The Practice P&L Diagnostic.
An Excel Calculator that runs three consecutive years of a UK general practice P&L through an anomaly-detection framework, surfacing the line items, ratios, and year-on-year movements that warrant a question. Built for partnership-candidate diligence, partner-board financial review, and practice-manager handover.
What this Calculator is for.
Most P&Ls look fine on first read. The lines that matter — the ones a competent reader would ask about — are usually obvious only on comparison: a line whose ratio to revenue has drifted year-on-year, a cost that's grown faster than the funding base it should track, a one-off entry that recurs across multiple years in slightly different forms. Finding these by eye, on three years of figures, is harder than it sounds. The Diagnostic does it systematically.
The user enters three years of the practice's P&L. The Calculator runs the figures through a structured anomaly framework — year-on-year movement, ratio drift, line-level outliers, sub-category benchmarks — and produces a flagged report identifying which lines are worth asking about, and what the question should be.
What's inside.
Seven sheets in a single Excel file, plus an accompanying PDF user guide.
- Inputs — three years of the practice's P&L, as it appears in the accounts
- Normalisation — accounting-line standardisation so anomaly detection works across formats
- Ratios — the key ratios the Diagnostic monitors, year by year
- Flags — anomalies surfaced by category, with severity indicators
- Questions — the specific questions to ask, against each flag
- Summary — a one-page output for board or accountant discussion
- Methodology — what the Diagnostic does, what it doesn't do, and where its detection thresholds are documented
How it flags.
Conditional formatting makes the output legible at a glance: amber flags indicate movements outside the normal range that may warrant a question; red flags indicate anomalies materially outside the expected pattern that almost certainly warrant one. The framework is not a verdict — flags are prompts for further investigation, not findings of wrongdoing. The PDF user guide explains the threshold framework and how to read the output without over-interpreting it.
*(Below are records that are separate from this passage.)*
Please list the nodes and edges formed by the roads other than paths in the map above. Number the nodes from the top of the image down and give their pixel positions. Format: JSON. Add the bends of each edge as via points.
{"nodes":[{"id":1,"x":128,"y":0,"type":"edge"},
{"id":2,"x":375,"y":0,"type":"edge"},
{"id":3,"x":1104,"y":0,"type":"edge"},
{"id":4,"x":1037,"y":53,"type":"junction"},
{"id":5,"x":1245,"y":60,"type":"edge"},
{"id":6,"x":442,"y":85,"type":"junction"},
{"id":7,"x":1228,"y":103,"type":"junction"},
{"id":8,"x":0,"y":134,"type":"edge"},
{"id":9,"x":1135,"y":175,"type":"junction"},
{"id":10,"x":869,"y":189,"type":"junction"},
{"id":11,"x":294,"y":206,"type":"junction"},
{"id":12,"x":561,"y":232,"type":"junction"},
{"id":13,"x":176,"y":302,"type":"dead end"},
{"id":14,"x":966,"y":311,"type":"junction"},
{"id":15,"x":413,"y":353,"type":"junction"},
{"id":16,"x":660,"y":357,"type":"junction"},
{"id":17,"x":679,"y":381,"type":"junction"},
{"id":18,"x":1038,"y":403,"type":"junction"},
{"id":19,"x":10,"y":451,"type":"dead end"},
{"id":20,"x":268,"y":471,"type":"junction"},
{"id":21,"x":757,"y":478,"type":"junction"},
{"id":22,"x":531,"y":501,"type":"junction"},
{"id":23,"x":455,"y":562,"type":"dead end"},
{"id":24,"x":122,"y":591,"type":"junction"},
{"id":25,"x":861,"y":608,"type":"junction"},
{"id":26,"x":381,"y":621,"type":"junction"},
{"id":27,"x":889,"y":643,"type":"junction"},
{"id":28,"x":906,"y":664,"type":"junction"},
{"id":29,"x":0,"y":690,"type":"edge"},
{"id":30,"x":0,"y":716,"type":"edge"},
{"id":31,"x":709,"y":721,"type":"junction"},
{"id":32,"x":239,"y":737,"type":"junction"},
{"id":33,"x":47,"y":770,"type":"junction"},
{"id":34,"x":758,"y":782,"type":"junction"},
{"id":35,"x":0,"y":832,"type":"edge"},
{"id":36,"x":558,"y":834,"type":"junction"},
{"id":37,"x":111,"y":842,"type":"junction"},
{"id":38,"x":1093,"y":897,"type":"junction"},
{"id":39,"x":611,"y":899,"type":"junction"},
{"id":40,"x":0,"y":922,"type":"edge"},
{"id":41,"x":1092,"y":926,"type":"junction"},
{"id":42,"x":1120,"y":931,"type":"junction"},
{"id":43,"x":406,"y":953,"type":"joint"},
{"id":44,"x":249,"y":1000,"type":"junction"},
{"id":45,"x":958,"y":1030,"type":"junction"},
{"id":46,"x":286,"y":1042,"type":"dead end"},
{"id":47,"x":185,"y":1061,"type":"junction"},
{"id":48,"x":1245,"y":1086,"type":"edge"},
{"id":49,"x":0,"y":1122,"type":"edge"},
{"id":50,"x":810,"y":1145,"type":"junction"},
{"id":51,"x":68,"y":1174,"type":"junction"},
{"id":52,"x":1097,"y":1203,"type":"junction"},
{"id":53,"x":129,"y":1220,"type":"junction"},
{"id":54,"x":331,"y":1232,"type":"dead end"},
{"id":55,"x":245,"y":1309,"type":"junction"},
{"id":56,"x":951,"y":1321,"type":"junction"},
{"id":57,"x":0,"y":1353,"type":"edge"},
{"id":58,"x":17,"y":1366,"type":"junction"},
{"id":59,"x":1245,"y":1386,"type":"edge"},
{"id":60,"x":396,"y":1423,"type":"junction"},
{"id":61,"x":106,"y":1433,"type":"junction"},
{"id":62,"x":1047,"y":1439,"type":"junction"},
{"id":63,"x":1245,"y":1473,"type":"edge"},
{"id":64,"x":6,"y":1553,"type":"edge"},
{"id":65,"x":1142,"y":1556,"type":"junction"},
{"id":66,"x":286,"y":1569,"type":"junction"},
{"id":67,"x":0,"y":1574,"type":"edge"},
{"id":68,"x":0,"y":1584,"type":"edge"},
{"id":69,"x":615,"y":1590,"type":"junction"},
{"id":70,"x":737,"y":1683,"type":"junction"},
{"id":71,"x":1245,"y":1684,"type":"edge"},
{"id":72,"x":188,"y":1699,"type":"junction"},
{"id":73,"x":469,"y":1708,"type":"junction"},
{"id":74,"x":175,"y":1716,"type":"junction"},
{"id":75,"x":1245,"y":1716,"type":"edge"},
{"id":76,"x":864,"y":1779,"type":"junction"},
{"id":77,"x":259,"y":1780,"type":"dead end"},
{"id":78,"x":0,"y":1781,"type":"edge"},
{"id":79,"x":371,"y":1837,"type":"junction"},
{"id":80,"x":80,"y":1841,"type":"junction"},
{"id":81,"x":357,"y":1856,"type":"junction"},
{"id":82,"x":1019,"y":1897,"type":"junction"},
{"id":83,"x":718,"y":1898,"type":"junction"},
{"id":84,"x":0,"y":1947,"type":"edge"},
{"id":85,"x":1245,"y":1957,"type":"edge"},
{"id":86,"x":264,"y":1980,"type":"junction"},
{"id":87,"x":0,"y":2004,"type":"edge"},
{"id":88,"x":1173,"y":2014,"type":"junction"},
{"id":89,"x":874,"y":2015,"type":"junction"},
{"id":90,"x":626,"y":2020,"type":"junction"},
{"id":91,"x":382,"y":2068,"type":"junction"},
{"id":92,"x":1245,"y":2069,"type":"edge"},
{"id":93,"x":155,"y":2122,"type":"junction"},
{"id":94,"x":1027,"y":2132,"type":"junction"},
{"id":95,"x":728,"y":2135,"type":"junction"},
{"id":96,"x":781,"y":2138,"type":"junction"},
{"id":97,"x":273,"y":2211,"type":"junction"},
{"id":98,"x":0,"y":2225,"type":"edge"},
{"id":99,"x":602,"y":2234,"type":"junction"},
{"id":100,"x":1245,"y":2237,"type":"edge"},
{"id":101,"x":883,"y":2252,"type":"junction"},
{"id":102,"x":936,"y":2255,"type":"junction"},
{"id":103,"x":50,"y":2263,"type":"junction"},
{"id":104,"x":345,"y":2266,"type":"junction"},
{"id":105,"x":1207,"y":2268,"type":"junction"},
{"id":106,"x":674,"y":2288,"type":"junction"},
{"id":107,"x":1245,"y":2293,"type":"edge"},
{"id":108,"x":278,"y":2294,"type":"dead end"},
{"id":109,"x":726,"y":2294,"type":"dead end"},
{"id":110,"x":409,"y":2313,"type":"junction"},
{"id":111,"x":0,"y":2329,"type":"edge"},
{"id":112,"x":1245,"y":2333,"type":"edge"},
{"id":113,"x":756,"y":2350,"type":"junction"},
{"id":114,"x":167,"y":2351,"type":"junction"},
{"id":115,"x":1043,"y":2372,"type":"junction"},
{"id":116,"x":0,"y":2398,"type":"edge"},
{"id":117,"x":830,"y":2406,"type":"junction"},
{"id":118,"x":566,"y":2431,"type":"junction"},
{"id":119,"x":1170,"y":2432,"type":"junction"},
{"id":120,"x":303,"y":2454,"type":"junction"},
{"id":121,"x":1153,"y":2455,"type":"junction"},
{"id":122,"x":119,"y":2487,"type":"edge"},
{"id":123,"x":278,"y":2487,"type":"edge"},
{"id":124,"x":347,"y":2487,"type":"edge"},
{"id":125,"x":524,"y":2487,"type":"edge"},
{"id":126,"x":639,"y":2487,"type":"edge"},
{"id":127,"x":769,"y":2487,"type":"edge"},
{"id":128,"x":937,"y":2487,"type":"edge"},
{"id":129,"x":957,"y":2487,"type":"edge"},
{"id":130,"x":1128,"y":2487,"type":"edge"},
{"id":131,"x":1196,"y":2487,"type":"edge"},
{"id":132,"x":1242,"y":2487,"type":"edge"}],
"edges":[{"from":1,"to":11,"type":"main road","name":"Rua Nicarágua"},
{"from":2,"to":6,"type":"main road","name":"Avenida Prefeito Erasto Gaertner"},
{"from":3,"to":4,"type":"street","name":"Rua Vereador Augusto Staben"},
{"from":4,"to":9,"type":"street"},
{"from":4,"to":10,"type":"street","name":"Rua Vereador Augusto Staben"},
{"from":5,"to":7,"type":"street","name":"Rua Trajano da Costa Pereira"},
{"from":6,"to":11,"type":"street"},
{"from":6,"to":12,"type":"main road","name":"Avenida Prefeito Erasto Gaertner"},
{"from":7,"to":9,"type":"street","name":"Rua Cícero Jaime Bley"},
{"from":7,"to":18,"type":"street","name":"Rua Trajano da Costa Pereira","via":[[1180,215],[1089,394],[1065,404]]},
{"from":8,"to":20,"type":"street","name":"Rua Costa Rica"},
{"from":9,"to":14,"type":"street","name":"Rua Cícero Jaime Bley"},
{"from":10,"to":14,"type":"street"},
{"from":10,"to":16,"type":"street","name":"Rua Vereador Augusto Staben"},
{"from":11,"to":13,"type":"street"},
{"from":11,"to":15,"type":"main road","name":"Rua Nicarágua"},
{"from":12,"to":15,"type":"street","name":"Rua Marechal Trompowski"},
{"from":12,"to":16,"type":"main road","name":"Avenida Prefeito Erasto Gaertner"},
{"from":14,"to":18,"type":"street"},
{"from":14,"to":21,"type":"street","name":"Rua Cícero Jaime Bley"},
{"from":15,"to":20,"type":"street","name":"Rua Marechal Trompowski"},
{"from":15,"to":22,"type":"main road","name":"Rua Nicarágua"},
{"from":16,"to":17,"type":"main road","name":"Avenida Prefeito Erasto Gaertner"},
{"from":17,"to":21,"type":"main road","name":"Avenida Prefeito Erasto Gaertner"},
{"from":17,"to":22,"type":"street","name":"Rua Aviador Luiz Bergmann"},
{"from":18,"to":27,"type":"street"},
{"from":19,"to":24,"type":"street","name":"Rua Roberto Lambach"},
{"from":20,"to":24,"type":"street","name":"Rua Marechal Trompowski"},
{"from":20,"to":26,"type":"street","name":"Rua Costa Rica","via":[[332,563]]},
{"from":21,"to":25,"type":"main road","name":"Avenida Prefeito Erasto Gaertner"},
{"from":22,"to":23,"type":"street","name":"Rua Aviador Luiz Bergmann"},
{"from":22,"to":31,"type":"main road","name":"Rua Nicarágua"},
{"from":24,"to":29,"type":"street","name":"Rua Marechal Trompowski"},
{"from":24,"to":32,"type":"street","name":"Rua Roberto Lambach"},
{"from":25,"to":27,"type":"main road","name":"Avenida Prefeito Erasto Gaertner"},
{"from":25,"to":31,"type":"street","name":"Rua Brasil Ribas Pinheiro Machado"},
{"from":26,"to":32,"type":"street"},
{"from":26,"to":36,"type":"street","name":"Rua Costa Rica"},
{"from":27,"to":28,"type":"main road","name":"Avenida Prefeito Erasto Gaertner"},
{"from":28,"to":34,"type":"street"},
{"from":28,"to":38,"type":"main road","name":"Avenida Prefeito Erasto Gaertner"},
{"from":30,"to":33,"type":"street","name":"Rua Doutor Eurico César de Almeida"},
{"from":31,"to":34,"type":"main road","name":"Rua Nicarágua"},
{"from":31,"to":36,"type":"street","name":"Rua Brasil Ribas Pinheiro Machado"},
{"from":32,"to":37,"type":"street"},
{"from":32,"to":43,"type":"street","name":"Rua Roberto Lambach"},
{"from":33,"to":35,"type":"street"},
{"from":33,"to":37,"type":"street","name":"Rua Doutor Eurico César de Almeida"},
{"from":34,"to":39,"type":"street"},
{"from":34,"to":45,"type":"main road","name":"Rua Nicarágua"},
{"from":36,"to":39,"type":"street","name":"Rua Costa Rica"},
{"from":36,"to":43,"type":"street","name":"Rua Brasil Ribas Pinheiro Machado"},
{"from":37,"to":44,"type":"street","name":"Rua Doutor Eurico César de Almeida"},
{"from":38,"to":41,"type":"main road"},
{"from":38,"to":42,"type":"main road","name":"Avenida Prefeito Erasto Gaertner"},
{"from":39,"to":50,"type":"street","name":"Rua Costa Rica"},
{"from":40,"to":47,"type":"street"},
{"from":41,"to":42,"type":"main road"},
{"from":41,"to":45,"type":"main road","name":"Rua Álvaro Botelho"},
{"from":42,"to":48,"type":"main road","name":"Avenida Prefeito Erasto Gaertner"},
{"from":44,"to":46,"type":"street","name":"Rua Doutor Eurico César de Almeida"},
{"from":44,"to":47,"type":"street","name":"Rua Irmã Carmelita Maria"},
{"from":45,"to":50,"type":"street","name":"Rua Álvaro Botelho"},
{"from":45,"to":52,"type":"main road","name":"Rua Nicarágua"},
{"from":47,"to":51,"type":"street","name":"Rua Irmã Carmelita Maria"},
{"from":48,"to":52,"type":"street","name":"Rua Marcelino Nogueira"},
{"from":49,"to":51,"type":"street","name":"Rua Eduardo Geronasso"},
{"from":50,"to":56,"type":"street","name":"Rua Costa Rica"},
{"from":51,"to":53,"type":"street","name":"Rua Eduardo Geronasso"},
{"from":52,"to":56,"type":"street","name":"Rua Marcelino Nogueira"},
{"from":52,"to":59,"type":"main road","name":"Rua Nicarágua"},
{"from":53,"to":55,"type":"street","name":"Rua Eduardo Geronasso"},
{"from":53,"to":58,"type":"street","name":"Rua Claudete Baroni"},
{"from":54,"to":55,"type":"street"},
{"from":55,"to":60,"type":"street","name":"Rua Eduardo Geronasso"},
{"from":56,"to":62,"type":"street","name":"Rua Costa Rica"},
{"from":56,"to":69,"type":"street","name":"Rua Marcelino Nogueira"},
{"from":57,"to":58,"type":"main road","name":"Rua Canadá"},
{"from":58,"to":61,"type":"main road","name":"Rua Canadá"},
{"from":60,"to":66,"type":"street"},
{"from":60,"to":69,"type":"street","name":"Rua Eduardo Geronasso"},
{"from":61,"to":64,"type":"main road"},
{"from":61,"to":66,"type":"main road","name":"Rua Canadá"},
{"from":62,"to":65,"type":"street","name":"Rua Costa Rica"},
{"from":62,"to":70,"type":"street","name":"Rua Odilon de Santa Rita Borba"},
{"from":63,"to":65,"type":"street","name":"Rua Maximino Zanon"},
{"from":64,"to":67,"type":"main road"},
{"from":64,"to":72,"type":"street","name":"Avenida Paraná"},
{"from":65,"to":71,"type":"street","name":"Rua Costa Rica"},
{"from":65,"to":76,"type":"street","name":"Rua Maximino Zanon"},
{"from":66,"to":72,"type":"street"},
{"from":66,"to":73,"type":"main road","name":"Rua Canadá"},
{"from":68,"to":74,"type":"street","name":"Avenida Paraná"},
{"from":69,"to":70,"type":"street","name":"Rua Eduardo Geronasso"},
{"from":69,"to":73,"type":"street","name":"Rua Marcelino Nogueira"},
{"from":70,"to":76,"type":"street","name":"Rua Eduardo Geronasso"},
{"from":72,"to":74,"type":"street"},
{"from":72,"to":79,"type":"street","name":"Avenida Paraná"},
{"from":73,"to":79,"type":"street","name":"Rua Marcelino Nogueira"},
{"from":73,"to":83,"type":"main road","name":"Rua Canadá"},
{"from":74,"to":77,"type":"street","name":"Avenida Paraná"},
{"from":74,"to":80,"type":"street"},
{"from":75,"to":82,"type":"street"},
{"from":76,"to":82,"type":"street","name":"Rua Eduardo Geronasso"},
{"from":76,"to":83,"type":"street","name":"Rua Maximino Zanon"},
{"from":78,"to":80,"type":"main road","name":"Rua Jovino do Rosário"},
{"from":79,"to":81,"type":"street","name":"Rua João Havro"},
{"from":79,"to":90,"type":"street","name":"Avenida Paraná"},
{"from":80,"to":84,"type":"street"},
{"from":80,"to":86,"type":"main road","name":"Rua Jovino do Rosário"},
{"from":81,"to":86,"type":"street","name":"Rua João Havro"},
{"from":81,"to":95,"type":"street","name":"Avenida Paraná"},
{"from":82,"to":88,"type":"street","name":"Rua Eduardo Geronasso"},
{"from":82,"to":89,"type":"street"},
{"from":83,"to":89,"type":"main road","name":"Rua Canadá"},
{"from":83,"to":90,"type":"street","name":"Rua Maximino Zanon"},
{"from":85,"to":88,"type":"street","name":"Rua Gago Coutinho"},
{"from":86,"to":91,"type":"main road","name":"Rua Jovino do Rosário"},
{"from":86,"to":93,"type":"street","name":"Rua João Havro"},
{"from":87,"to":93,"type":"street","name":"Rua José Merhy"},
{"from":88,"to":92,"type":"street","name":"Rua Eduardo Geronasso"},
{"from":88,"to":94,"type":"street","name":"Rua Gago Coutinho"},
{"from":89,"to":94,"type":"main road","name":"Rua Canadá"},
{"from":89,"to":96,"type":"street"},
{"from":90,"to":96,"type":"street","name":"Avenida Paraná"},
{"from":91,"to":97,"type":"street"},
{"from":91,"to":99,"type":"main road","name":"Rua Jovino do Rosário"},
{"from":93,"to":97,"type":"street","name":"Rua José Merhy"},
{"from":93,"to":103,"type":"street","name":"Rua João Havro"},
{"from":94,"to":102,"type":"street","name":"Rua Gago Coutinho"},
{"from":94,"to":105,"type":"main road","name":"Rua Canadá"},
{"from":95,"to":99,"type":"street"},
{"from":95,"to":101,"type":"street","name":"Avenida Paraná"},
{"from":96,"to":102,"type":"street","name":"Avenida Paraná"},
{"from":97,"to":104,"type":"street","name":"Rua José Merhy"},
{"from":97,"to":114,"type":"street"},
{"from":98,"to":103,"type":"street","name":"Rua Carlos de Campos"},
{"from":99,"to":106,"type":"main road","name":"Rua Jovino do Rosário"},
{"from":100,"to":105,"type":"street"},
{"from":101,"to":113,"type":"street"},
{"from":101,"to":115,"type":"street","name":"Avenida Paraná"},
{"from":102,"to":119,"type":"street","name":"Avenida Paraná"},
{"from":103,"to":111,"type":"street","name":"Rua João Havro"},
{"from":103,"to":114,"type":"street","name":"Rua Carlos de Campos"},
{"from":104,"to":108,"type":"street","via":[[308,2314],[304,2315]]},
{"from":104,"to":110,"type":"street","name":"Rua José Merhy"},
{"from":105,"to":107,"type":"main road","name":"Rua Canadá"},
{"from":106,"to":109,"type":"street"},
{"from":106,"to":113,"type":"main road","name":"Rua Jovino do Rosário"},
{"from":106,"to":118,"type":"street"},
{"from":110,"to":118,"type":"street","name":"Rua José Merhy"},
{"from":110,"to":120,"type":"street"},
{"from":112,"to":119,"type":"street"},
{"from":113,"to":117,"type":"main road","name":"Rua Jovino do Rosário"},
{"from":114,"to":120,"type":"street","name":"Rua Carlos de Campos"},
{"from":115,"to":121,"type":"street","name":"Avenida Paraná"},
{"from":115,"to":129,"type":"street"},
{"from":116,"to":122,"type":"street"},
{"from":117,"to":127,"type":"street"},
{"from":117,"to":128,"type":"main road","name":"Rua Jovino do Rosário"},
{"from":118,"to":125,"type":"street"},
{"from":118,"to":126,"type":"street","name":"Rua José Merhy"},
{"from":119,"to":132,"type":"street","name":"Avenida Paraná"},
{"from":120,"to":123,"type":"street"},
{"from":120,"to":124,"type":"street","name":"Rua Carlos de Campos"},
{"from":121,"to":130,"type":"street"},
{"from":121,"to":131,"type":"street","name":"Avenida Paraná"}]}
"An anomaly is not evidence of a problem. It is evidence that the figure has moved further than the figure normally moves, which is a different and more useful thing. Most flagged lines, on investigation, turn out to have legitimate explanations. The point of the Diagnostic is not to catch the practice doing something wrong — it is to make sure you have asked about every line where the question deserves to be asked."
— from the PDF user guide, Reading the flags
Who it's for.
- Partnership candidates in diligence. Three years of accounts is what you'll be shown. The Diagnostic turns those three years into a structured set of questions you can put to the practice.
- Partner boards on annual review. Running your own three-year P&L through the Diagnostic surfaces the lines your partnership should actually discuss in the year-end review.
- Practice managers in handover. If you've just arrived in post, three years of historical accounts are the fastest route into the practice's commercial reality. The Diagnostic accelerates that path.
What this Calculator is not.
It is a tool, not regulated advice or audit. It does not certify accounts, identify fraud, or replace your accountant's work. The framework is built for UK NHS general practice specifically; it does not produce meaningful flags on private medical practice accounts (use a different framework, in production) or hospital or trust accounts.